Nem sempre a alta hospitalar é o fim dos problemas causados pela Covid-19. No mundo todo, profissionais de saúde observam uma série de complicações decorrentes da doença, que vão de manifestações dermatológicas a distúrbios cardíacos e podem surgir meses após resolvido o quadro agudo da infecção pelo Sars-CoV-2. Para que a carga da pandemia não se torne ainda maior para o sistema de saúde do país, pesquisadores recomendam a criação de protocolos clínicos e unidades para tratamento de pacientes com a chamada síndrome pós-Covid.
Segundo Fábio, há registros de problemas cardiovasculares decorrentes da Covid-19 até mesmo em pacientes sem histórico prévio de doenças no coração.
“A literatura tem várias observações a respeito de pessoas absolutamente sem doença cardiovascular e que acabaram desenvolvendo no pós-Covid. Inclusive atletas universitários, pessoas sem risco cardiovascular. Estudos revelaram que 55% dos pacientes no pós-Covid apresentaram alterações no bombeamento cardíaco. Num estudo realizado na Alemanha, 78% dos pacientes diagnosticados com Covid-19 mostraram evidência de alguma lesão cardíaca, causada até semanas depois da recuperação da doença propriamente dita”, explicou o pesquisador.
Para o presidente da Academia Nacional de Medicina (ANM), Rubens Belfort Jr., a síndrome pós-Covid é uma amostra do papel das doenças infecciosas no desenvolvimento de outras moléstias. Segundo o médico, a pandemia está trazendo novos conhecimentos sobre essa relação. Um exemplo anterior é a zika que, embora não cause problemas graves em adultos, pode levar à microcefalia nos fetos em desenvolvimento. Outro é a toxoplasmose, recentemente relacionada à ocorrência de esquizofrenia.
Segundo Carlos Alberto Barros Franco, membro da ANM e professor da Escola Médica de Pós-Graduação da Pontifícia Universidade Católica do Rio de Janeiro (PUC-Rio), o Brasil ainda está na fase da pandemia em que a preocupação mais urgente é conter a transmissão do vírus, mas os problemas decorrentes da Covid-19 vão persistir por muito tempo.
“Essa é uma preocupação de países europeus e norte-americanos, que vêm se preparando para essa segunda fase, a da síndrome pós-Covid ou Covid longa. Isso terá consequências da maior gravidade no Brasil. Haverá pessoas que não vão poder voltar a trabalhar normalmente. Então é fundamental que o Brasil se prepare”, disse o acadêmico.

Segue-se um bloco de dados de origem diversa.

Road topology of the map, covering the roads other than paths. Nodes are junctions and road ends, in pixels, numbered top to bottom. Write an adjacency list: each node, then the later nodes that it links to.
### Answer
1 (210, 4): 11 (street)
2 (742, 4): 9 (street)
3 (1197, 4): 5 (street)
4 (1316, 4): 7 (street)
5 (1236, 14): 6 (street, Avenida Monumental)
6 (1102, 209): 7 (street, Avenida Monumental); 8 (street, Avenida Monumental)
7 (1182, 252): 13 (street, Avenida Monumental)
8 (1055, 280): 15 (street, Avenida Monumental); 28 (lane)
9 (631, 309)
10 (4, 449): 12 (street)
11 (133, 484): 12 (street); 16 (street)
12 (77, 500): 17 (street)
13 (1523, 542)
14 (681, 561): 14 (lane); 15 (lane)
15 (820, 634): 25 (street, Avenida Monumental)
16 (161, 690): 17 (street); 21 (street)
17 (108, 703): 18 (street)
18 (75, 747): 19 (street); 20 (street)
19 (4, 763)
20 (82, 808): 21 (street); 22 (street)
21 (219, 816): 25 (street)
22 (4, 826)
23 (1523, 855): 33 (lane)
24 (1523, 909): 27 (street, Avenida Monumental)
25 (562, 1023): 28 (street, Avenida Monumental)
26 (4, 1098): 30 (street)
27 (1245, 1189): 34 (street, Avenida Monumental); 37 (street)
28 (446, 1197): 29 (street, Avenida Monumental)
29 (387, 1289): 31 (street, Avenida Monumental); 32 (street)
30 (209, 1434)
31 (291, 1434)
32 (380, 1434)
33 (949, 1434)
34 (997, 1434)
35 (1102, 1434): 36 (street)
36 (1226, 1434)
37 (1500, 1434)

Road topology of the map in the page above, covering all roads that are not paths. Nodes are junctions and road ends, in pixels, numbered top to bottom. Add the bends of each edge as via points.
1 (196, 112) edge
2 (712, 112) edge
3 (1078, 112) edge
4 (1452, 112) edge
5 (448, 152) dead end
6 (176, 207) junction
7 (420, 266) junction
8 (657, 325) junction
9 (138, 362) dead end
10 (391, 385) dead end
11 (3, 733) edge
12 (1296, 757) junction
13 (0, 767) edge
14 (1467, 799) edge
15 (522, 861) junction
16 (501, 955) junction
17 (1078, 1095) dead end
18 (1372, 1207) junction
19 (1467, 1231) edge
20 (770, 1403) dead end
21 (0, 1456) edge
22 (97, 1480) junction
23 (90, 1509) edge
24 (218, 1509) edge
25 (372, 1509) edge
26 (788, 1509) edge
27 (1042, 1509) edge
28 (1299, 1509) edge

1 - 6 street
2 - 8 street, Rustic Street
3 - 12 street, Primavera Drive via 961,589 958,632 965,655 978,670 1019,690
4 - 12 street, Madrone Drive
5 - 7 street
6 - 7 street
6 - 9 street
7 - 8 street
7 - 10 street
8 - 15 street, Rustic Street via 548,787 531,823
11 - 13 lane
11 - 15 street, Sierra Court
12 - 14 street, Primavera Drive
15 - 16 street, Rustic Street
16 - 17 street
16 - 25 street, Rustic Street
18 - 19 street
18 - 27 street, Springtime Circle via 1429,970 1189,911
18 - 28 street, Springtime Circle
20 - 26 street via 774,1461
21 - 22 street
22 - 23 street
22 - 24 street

Em seminário on-line, promovido no início do mês pela Academia Nacional de Medicina, pesquisadores relataram casos e apresentaram estudos, realizados no Brasil e no exterior, que demonstram as mais variadas manifestações ocorridas após a resolução da fase aguda da Covid-19. Alterações gastrointestinais, pulmonares, do fígado e das vias biliares; manifestações dermatológicas, renais e otorrinolaringológicas; problemas psicológicos e até da retina.
Como um dos efeitos colaterais da pandemia, não necessariamente ligados à doença em si, pesquisadores apontaram uma redução significativa no número de diagnósticos e tratamentos de câncer.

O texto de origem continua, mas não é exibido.